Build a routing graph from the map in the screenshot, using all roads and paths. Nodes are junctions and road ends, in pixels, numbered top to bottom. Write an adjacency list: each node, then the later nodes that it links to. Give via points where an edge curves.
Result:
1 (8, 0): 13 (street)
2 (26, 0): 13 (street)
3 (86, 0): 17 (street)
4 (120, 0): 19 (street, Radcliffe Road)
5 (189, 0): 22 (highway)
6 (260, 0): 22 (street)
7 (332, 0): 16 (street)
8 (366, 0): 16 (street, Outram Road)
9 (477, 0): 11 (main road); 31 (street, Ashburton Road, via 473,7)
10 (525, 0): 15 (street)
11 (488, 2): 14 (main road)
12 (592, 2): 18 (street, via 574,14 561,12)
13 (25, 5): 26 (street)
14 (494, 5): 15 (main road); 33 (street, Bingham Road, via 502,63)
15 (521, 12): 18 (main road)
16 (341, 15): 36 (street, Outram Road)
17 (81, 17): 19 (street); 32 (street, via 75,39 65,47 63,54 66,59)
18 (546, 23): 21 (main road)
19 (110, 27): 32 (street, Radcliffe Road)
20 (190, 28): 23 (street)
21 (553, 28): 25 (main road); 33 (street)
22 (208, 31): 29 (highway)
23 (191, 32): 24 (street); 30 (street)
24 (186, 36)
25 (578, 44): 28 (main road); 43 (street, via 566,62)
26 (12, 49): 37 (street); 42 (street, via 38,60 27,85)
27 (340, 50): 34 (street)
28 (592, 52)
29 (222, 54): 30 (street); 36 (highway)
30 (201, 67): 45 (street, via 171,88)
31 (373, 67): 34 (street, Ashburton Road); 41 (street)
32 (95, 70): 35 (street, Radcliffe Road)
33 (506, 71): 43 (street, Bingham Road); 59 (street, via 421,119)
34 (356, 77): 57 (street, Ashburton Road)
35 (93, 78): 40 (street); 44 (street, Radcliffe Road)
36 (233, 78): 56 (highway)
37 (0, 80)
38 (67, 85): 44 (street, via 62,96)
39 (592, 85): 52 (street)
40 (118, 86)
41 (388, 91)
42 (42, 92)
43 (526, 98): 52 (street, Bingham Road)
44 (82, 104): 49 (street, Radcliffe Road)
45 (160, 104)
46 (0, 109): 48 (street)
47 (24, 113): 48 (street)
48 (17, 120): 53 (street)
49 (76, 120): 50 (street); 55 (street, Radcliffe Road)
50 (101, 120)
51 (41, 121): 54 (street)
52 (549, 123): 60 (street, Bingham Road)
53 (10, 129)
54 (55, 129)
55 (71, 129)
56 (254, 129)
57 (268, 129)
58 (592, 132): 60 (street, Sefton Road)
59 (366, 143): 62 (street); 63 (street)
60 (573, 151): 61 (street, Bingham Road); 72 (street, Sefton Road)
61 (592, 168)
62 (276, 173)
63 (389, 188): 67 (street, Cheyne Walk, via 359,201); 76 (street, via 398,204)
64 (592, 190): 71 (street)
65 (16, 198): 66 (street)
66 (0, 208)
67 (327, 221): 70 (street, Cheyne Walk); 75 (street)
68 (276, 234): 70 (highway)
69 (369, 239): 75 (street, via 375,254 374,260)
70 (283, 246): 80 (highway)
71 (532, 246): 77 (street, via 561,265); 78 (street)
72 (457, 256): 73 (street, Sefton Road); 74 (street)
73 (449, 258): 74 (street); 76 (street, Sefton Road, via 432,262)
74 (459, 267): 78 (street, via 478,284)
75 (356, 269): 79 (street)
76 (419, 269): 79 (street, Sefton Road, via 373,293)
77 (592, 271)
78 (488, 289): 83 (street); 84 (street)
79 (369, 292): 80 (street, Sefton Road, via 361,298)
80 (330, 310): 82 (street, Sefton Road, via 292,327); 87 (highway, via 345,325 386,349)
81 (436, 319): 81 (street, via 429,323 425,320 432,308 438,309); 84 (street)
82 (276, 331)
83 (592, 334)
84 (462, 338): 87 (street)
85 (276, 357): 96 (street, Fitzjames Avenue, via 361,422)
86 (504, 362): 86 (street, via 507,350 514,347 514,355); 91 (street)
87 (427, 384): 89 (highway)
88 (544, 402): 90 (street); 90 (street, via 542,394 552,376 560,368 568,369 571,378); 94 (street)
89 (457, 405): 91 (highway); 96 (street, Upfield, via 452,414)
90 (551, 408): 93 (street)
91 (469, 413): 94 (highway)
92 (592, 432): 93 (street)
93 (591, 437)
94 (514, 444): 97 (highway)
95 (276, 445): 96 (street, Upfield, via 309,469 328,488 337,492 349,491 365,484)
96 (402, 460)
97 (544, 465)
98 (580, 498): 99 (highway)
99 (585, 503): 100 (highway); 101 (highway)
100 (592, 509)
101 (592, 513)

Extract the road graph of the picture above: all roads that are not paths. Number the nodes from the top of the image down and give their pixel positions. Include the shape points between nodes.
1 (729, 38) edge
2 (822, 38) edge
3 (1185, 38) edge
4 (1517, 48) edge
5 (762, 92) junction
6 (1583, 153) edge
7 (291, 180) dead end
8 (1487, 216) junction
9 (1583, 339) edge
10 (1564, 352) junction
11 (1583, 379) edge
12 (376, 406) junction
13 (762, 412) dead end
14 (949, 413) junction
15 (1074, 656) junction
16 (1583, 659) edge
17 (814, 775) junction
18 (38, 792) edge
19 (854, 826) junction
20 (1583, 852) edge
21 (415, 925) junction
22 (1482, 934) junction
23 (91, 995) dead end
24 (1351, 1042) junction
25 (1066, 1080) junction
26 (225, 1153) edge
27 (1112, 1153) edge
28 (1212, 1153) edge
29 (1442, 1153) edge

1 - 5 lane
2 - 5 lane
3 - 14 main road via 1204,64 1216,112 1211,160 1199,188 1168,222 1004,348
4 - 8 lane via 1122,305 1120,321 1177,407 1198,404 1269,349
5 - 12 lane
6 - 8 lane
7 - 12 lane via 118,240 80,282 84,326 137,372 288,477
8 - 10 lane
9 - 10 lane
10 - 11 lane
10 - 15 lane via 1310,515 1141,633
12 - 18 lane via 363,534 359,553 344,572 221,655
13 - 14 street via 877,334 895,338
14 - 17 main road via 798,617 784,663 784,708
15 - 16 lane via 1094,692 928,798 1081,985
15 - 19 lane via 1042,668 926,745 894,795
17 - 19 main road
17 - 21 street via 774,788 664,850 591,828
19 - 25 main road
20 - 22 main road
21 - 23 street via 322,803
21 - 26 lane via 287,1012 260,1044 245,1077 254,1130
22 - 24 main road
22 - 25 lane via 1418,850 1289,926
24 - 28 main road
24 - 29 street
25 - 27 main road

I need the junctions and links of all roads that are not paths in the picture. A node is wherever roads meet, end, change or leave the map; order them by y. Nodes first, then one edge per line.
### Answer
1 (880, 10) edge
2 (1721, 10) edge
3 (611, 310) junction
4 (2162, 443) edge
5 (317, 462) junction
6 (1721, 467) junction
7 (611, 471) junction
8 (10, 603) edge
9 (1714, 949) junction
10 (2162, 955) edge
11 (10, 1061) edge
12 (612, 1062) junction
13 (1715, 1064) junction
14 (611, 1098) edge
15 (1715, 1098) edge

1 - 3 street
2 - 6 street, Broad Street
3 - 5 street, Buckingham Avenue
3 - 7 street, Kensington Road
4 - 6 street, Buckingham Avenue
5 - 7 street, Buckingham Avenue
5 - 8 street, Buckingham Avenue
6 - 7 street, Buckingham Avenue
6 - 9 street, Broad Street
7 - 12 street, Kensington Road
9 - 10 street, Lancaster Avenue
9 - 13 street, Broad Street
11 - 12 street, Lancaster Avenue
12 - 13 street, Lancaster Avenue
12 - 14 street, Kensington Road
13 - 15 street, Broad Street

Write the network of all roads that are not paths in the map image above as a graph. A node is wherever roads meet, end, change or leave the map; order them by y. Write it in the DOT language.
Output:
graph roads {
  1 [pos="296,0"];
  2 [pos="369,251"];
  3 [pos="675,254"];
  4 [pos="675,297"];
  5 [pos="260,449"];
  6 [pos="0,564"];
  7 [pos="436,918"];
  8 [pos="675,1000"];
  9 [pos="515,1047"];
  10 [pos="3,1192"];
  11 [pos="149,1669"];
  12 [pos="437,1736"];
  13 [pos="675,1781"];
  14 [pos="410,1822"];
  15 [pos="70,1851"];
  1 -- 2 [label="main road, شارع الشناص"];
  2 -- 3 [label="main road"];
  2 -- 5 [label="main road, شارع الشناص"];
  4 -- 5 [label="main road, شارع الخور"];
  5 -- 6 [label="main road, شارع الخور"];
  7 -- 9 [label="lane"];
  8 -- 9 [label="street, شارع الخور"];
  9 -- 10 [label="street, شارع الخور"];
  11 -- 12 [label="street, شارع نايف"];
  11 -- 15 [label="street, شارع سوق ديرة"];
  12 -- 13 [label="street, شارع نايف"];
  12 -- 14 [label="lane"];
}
◇ ◇ ◇ ◇ ◇ ◇ ◇
Reply with nothing but a number. State how many lines in the records hold the word "leave".

2